In this context, multilateral development banks will remain important partners. Climate finance opportunities may continue to expand. Blended finance mechanisms are likely to become more prominent. Private capital mobilisation will receive greater emphasis. The overall financing environment, however, is becoming more competitive. Therefore, Bangladesh and many other developing countries must rethink their development financing strategies.
The first priority is to strengthen domestic resource mobilisation. Countries that continue to collect less than 10 percent of GDP in tax revenue will find it increasingly difficult to finance ambitious development agendas as external concessional resources decline.
Second, institutional quality will become even more important. International investors and multilateral lenders are increasingly assessing governance, regulatory quality, public financial management, and project implementation capacity alongside macroeconomic indicators. Countries with stronger institutions will be better placed to attract both public and private financing.
Third, developing countries must diversify their sources of finance. Domestic capital markets, green and diaspora bonds, blended finance, public-private partnerships, and institutional investment will all become increasingly important complements to traditional development assistance.

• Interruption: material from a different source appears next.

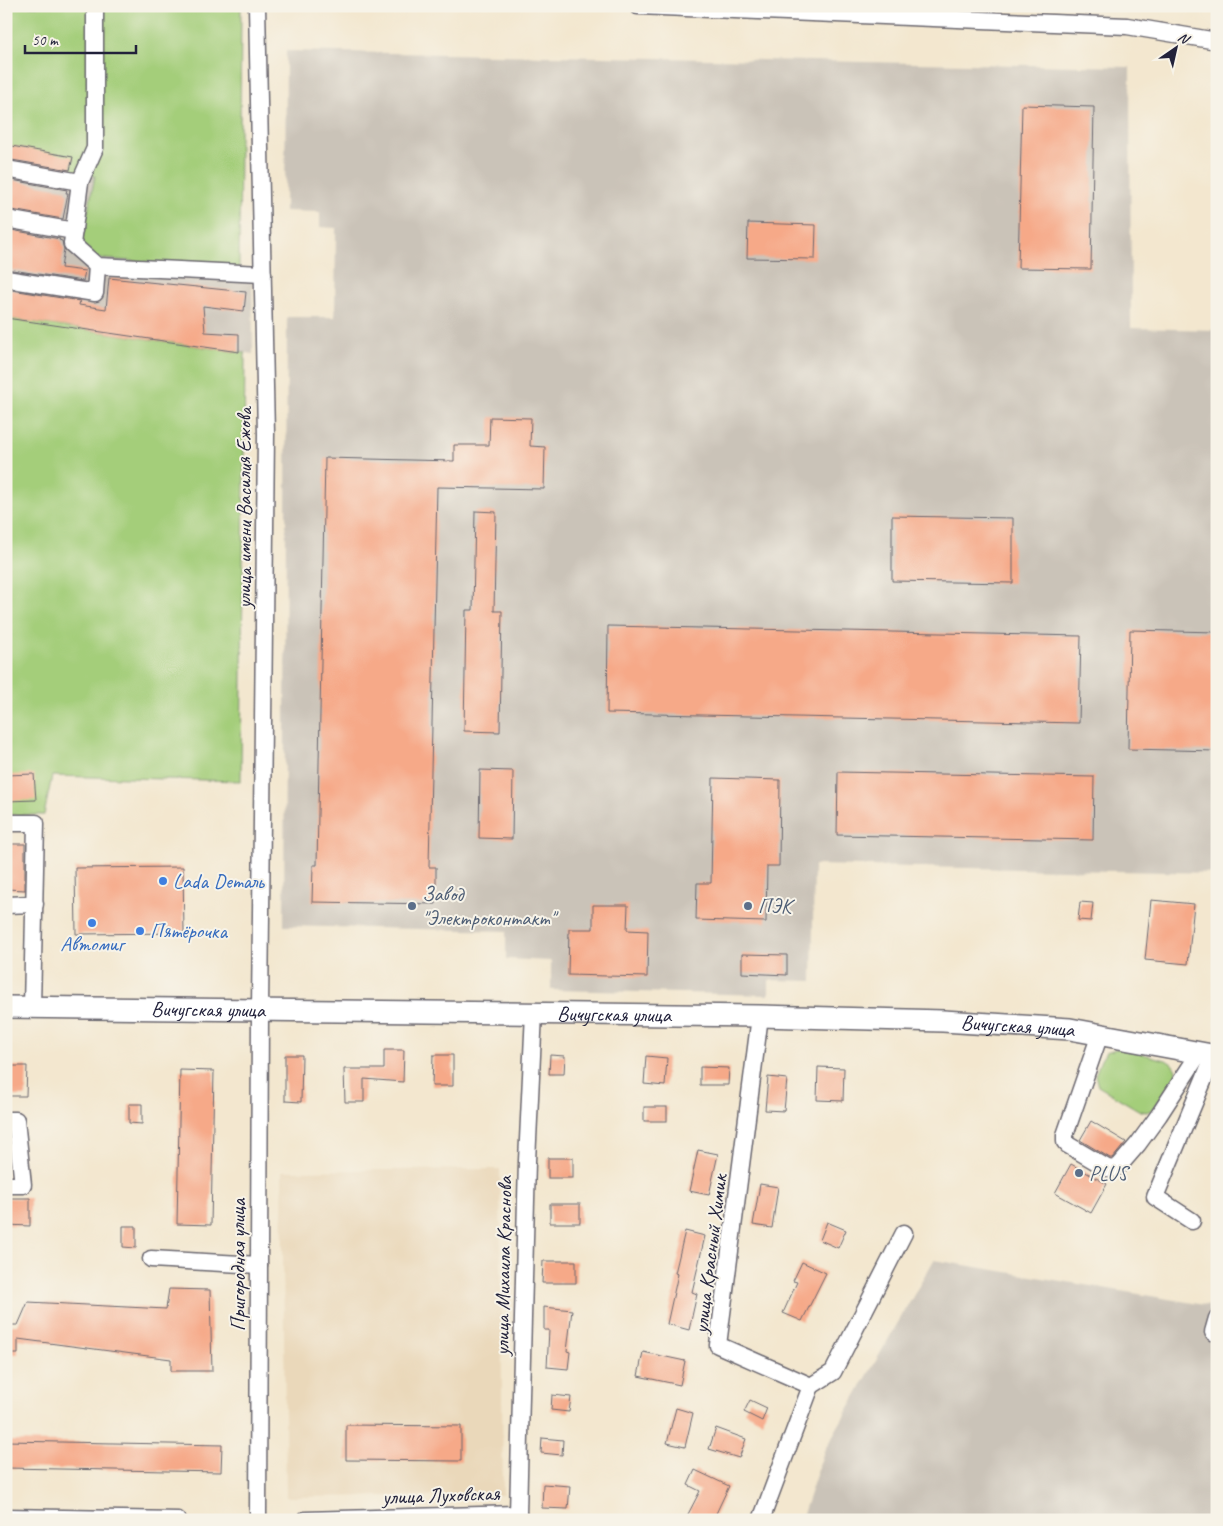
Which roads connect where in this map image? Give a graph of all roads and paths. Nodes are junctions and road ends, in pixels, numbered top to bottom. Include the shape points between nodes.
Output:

Fourth, climate finance should be integrated into broader development planning rather than treated as a separate funding stream. As climate becomes increasingly central to international financing decisions, countries capable of preparing high-quality, bankable climate projects will enjoy a comparative advantage.
Finally, development planning itself must become more selective. Governments can no longer assume that every worthwhile project will secure concessional financing. Stronger project prioritisation, better cost-benefit analysis, and more efficient public investment management will therefore be essential.
The OECD report concludes that the current crisis should not be viewed merely as a financial contraction but as an opportunity to redesign the multilateral system around clearer mandates, stronger coordination, and more sustainable burden-sharing. It also implicitly conveys another message, particularly relevant for countries like Bangladesh: the future of development finance will increasingly depend not only on what donors are willing to provide but also on how effectively developing countries prepare to mobilise and utilise diverse sources of finance.
Dr Fahmida Khatun is an economist and executive director at the Centre for Policy Dialogue (CPD).
Views expressed in this article are the author’s own.